• **Work item**: The string "Hills" appears in some lines of the data. Report how many, with no other words.
--------------------------------
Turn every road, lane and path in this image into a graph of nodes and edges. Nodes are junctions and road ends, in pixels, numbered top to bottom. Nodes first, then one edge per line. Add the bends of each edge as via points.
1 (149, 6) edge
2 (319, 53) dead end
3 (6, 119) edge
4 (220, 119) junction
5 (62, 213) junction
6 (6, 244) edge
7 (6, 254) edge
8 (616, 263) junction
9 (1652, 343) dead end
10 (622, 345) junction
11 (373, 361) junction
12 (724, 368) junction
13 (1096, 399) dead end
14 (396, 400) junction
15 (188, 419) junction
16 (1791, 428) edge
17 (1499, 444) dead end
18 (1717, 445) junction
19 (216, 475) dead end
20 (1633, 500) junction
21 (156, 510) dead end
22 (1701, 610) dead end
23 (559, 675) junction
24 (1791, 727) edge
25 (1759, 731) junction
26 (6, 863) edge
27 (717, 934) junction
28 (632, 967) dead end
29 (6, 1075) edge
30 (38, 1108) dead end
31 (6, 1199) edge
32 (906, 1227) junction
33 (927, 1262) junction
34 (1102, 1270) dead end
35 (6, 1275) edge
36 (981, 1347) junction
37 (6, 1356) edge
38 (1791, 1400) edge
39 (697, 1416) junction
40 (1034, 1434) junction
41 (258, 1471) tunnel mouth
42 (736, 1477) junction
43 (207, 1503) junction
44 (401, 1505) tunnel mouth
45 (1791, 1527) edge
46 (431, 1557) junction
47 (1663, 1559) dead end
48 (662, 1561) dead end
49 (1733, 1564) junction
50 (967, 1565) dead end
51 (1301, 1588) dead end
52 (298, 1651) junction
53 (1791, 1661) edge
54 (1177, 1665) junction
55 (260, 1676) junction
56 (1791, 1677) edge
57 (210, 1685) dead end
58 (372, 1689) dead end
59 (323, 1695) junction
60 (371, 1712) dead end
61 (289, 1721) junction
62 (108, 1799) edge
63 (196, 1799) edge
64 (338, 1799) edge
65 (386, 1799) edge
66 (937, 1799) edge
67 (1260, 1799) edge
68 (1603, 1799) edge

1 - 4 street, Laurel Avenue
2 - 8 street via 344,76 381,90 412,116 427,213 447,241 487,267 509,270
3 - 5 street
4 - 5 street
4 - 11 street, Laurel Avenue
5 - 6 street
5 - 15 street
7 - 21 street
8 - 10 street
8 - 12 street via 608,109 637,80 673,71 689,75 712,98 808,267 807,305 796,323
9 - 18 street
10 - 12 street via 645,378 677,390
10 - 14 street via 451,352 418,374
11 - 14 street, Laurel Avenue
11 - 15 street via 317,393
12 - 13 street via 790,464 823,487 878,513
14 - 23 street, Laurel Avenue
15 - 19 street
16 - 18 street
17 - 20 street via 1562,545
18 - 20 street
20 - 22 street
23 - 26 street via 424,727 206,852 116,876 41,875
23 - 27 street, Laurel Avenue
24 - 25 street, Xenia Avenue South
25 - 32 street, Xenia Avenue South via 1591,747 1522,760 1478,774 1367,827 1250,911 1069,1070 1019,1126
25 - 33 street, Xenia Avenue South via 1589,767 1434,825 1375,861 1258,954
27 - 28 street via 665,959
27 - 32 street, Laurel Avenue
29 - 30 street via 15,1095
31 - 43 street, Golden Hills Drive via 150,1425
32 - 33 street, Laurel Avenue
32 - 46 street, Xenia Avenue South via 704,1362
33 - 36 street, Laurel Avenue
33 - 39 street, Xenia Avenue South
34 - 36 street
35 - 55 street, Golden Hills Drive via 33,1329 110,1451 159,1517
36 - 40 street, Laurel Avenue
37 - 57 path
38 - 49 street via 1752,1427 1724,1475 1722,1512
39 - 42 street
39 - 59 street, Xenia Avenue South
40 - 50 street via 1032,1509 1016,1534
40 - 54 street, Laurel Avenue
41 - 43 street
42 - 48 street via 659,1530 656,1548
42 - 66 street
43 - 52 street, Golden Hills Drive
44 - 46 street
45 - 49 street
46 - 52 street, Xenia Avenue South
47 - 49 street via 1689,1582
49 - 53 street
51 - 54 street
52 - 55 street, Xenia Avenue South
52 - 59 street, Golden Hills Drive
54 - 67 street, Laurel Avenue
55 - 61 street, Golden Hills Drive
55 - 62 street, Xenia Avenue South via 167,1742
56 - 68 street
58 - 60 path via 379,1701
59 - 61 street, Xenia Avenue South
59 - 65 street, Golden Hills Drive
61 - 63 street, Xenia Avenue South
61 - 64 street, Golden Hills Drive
--------------------------------
• **Completed task**: 7